Supplied material:
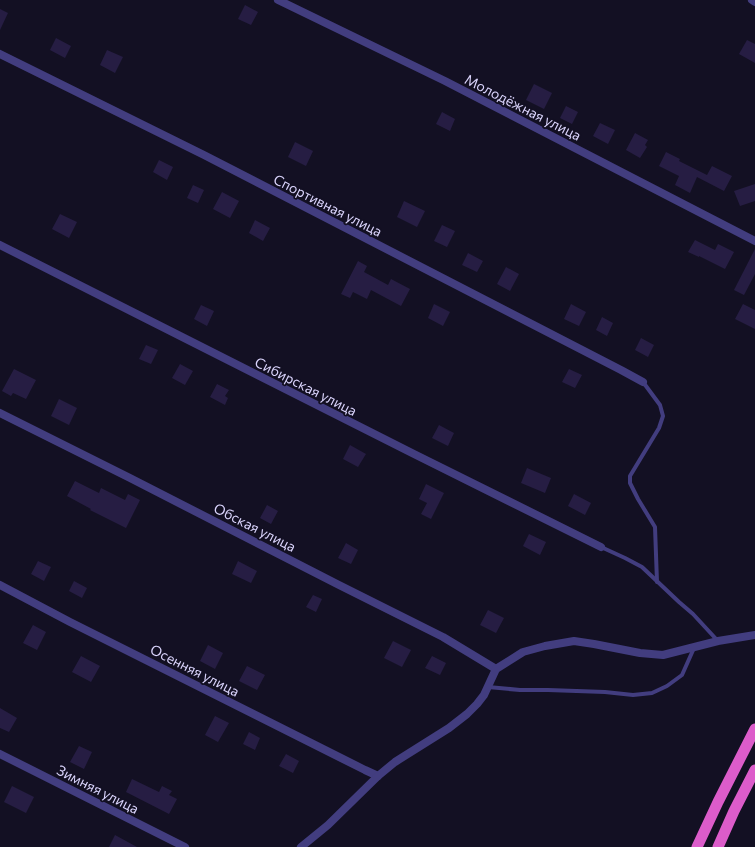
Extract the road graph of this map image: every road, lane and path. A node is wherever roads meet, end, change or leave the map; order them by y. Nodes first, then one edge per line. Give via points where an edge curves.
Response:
1 (278, 0) edge
2 (752, 0) edge
3 (755, 2) edge
4 (0, 54) edge
5 (755, 241) edge
6 (0, 245) edge
7 (642, 382) joint
8 (0, 413) edge
9 (602, 547) joint
10 (657, 582) junction
11 (0, 585) edge
12 (755, 636) edge
13 (718, 641) junction
14 (695, 646) junction
15 (496, 669) junction
16 (487, 687) junction
17 (755, 730) edge
18 (0, 754) edge
19 (755, 770) edge
20 (378, 776) junction
21 (185, 847) edge
22 (301, 847) edge
23 (697, 847) edge
24 (718, 847) edge

1 - 5 street, Молодёжная улица via 445,81
2 - 3 street
4 - 7 street, Спортивная улица via 211,159
6 - 9 street, Сибирская улица
7 - 10 lane via 660,405 663,416 659,428 630,476 630,483 655,526
8 - 15 street, Обская улица via 443,637
9 - 10 lane via 642,567
10 - 13 lane via 693,614
11 - 20 street, Осенняя улица
12 - 13 street
13 - 14 street
14 - 15 street via 663,655 574,641 524,652
14 - 16 lane via 682,675 652,693 633,695
15 - 16 street
16 - 20 street via 477,704 467,714
17 - 23 highway
18 - 21 street, Зимняя улица
19 - 24 highway
20 - 22 street via 328,825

Task to complete: Please retype the listing exactly, leaving out any images.

Exercise response:
Extract the road graph of this map image: every road, lane and path. A node is wherever roads meet, end, change or leave the map; order them by y. Nodes first, then one edge per line. Give via points where an edge curves.
Response:
1 (278, 0) edge
2 (752, 0) edge
3 (755, 2) edge
4 (0, 54) edge
5 (755, 241) edge
6 (0, 245) edge
7 (642, 382) joint
8 (0, 413) edge
9 (602, 547) joint
10 (657, 582) junction
11 (0, 585) edge
12 (755, 636) edge
13 (718, 641) junction
14 (695, 646) junction
15 (496, 669) junction
16 (487, 687) junction
17 (755, 730) edge
18 (0, 754) edge
19 (755, 770) edge
20 (378, 776) junction
21 (185, 847) edge
22 (301, 847) edge
23 (697, 847) edge
24 (718, 847) edge

1 - 5 street, Молодёжная улица via 445,81
2 - 3 street
4 - 7 street, Спортивная улица via 211,159
6 - 9 street, Сибирская улица
7 - 10 lane via 660,405 663,416 659,428 630,476 630,483 655,526
8 - 15 street, Обская улица via 443,637
9 - 10 lane via 642,567
10 - 13 lane via 693,614
11 - 20 street, Осенняя улица
12 - 13 street
13 - 14 street
14 - 15 street via 663,655 574,641 524,652
14 - 16 lane via 682,675 652,693 633,695
15 - 16 street
16 - 20 street via 477,704 467,714
17 - 23 highway
18 - 21 street, Зимняя улица
19 - 24 highway
20 - 22 street via 328,825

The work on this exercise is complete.